### WHAT THE TASK ASKS
Search the entries below for the word "between" and copy each line that has it.

### DATA FOR ANALYSIS
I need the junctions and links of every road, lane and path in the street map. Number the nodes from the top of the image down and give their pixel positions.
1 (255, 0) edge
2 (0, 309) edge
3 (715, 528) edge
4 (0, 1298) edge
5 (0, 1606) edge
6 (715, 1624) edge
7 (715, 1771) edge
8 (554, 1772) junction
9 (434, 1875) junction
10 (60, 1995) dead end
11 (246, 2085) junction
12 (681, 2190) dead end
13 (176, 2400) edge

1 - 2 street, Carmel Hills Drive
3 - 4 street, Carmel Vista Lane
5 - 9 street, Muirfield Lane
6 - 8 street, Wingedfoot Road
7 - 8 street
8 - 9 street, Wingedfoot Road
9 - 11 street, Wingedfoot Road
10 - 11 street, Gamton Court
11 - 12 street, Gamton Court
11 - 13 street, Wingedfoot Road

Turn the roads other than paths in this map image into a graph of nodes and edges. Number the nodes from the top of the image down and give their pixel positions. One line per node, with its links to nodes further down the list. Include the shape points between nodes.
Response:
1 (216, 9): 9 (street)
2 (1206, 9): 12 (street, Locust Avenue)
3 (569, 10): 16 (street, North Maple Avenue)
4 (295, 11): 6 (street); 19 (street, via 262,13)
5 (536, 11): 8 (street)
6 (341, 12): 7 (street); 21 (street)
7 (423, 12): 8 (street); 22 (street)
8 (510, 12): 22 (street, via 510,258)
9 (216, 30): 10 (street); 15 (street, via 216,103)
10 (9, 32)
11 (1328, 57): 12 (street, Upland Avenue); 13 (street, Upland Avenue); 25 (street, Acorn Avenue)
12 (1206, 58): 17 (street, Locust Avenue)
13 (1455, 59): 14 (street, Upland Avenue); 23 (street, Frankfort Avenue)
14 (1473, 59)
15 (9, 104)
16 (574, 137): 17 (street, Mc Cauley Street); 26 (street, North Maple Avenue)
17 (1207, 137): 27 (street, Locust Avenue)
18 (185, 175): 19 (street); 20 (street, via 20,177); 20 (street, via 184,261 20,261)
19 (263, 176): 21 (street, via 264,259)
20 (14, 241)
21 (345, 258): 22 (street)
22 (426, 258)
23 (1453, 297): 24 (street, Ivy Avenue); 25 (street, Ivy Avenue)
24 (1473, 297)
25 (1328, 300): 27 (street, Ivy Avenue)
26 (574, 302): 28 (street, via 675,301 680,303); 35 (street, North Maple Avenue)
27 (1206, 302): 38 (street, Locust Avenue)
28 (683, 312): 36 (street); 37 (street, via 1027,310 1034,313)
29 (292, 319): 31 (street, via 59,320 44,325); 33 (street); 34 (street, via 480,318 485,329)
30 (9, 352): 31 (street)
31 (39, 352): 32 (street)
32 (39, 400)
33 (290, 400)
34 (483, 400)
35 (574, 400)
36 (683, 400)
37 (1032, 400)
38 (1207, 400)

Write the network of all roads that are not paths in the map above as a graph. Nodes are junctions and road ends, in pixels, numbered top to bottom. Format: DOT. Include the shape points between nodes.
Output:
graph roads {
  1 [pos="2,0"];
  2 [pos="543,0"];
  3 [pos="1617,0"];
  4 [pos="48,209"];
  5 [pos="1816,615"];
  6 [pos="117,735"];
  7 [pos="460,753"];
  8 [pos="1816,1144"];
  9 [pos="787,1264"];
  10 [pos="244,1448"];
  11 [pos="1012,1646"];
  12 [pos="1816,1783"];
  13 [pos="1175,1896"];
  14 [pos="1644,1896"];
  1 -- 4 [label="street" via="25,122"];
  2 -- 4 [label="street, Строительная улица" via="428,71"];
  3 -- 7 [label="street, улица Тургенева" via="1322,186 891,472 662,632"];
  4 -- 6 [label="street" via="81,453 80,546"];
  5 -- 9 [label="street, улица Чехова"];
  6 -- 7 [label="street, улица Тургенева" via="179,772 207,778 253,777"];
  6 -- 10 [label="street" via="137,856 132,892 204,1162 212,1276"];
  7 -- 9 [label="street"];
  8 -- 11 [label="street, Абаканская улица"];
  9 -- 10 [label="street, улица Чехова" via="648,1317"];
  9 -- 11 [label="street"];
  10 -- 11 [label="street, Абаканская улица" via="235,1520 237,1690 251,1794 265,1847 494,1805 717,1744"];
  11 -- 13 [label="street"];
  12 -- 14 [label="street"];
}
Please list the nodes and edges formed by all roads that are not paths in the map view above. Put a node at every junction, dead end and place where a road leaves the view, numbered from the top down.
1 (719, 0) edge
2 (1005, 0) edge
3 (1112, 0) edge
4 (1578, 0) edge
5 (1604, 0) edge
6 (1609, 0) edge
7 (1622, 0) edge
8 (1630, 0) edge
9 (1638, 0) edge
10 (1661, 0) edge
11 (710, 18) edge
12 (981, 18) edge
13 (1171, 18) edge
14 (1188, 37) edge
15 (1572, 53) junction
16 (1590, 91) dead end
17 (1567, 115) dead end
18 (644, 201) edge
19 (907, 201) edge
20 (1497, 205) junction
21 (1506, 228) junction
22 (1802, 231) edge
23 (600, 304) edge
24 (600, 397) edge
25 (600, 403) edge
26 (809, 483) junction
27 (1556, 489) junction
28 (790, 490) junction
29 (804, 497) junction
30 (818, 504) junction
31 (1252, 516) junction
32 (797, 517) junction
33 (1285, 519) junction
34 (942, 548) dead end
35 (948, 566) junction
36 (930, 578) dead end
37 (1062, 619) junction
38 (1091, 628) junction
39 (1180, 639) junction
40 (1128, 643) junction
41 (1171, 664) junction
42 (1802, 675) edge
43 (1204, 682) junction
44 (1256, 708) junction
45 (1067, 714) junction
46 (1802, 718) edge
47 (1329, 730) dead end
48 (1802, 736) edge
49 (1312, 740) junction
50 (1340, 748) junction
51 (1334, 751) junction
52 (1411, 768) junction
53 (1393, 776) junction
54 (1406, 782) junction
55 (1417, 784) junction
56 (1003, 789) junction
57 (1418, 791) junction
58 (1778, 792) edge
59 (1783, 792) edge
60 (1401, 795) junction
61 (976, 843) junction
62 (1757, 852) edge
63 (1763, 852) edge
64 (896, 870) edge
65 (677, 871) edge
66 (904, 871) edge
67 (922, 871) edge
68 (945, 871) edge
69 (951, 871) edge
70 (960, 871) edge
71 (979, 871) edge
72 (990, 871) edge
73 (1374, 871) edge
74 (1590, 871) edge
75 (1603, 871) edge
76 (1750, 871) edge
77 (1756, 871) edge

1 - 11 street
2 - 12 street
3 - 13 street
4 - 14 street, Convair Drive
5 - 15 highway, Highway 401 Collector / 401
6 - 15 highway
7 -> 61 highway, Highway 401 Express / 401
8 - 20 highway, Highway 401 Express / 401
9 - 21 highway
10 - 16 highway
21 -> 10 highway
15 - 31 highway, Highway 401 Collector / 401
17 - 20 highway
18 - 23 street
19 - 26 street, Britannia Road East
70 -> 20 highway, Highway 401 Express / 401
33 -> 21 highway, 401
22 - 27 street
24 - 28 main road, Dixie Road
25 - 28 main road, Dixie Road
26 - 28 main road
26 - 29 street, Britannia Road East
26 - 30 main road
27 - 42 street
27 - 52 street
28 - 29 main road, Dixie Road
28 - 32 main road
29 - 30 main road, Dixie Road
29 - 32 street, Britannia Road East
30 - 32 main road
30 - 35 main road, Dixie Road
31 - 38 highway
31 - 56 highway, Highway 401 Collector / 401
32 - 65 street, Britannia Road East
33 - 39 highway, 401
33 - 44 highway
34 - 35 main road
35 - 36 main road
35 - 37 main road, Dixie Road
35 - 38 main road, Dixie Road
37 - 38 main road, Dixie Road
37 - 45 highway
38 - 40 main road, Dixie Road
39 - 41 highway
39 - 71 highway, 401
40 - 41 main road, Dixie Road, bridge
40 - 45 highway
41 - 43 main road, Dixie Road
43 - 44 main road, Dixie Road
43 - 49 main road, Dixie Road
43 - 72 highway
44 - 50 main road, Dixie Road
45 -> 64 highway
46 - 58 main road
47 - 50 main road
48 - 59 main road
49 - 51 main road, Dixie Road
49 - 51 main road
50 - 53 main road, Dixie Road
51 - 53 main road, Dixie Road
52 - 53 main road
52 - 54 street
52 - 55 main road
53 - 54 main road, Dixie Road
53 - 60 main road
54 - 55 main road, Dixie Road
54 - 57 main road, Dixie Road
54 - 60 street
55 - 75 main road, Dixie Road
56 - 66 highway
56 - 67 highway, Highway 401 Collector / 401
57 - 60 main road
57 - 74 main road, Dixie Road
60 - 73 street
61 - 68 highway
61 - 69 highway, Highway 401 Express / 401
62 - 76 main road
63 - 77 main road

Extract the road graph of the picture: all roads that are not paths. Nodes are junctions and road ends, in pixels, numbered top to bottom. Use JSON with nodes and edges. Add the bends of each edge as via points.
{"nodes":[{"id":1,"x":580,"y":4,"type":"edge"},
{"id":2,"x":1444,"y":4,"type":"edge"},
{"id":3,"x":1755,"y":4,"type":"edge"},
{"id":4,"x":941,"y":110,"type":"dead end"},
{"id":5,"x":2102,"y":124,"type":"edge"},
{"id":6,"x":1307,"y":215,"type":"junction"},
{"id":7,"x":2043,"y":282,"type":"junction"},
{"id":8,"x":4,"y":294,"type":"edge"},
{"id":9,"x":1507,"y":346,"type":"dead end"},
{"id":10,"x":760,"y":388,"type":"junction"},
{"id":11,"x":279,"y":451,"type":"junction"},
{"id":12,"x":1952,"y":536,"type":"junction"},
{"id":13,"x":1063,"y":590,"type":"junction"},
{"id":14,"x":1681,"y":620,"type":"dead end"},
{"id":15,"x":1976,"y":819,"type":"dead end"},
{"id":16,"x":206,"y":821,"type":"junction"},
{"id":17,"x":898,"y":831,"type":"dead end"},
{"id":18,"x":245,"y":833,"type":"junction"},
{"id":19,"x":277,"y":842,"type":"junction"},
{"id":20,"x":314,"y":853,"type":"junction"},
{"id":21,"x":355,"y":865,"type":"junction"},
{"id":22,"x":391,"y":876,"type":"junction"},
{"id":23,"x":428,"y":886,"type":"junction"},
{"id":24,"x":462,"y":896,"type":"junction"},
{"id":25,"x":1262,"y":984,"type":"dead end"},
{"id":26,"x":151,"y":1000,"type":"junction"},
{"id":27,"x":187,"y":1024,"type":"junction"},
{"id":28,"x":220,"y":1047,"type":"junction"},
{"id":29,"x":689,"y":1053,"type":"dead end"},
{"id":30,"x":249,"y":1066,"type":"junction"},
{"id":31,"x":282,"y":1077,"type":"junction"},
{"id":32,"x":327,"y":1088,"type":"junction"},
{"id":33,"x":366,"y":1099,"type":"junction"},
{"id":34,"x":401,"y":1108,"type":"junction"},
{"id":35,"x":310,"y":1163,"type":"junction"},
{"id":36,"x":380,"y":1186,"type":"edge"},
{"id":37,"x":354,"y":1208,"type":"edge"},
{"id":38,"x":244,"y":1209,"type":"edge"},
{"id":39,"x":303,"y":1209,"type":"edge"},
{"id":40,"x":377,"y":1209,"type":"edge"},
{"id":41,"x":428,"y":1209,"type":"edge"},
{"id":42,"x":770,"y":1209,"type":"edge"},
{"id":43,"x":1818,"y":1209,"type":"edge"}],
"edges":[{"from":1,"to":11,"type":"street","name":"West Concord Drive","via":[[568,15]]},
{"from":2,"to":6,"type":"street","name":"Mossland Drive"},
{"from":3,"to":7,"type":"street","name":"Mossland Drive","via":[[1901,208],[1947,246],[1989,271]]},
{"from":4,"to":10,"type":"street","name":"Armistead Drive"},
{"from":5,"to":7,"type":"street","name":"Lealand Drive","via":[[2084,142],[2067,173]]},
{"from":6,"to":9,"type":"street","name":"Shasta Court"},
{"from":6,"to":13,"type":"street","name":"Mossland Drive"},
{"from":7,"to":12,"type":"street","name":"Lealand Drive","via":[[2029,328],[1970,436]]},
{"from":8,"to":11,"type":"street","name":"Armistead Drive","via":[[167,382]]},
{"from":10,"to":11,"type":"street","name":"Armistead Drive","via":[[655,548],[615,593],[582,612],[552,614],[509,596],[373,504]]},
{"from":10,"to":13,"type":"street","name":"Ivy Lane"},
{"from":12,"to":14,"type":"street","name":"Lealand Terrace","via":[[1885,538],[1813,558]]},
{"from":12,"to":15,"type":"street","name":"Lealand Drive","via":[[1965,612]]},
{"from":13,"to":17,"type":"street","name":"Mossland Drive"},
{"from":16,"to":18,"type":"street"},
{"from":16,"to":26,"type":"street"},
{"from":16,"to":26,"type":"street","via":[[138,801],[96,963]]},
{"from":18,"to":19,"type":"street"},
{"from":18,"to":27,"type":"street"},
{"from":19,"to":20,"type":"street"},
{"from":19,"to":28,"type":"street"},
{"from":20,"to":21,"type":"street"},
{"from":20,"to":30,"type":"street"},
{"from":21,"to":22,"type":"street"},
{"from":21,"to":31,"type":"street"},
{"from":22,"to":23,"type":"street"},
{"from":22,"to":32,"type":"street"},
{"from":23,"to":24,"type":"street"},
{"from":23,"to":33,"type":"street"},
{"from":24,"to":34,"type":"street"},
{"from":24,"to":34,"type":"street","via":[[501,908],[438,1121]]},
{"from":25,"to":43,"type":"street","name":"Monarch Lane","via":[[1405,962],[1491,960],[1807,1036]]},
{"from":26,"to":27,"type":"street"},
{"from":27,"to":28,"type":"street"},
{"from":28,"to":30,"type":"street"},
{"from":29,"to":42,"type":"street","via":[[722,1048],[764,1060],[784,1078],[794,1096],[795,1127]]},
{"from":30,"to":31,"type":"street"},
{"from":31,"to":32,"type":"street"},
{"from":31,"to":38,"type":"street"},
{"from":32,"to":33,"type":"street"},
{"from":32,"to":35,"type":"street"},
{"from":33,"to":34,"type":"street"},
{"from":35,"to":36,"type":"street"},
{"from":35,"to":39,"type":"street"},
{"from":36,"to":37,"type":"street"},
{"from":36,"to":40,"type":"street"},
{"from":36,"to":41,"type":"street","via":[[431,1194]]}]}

### TASK RESULT
Turn the roads other than paths in this map image into a graph of nodes and edges. Number the nodes from the top of the image down and give their pixel positions. One line per node, with its links to nodes further down the list. Include the shape points between nodes.
Write the network of all roads that are not paths in the map above as a graph. Nodes are junctions and road ends, in pixels, numbered top to bottom. Format: DOT. Include the shape points between nodes.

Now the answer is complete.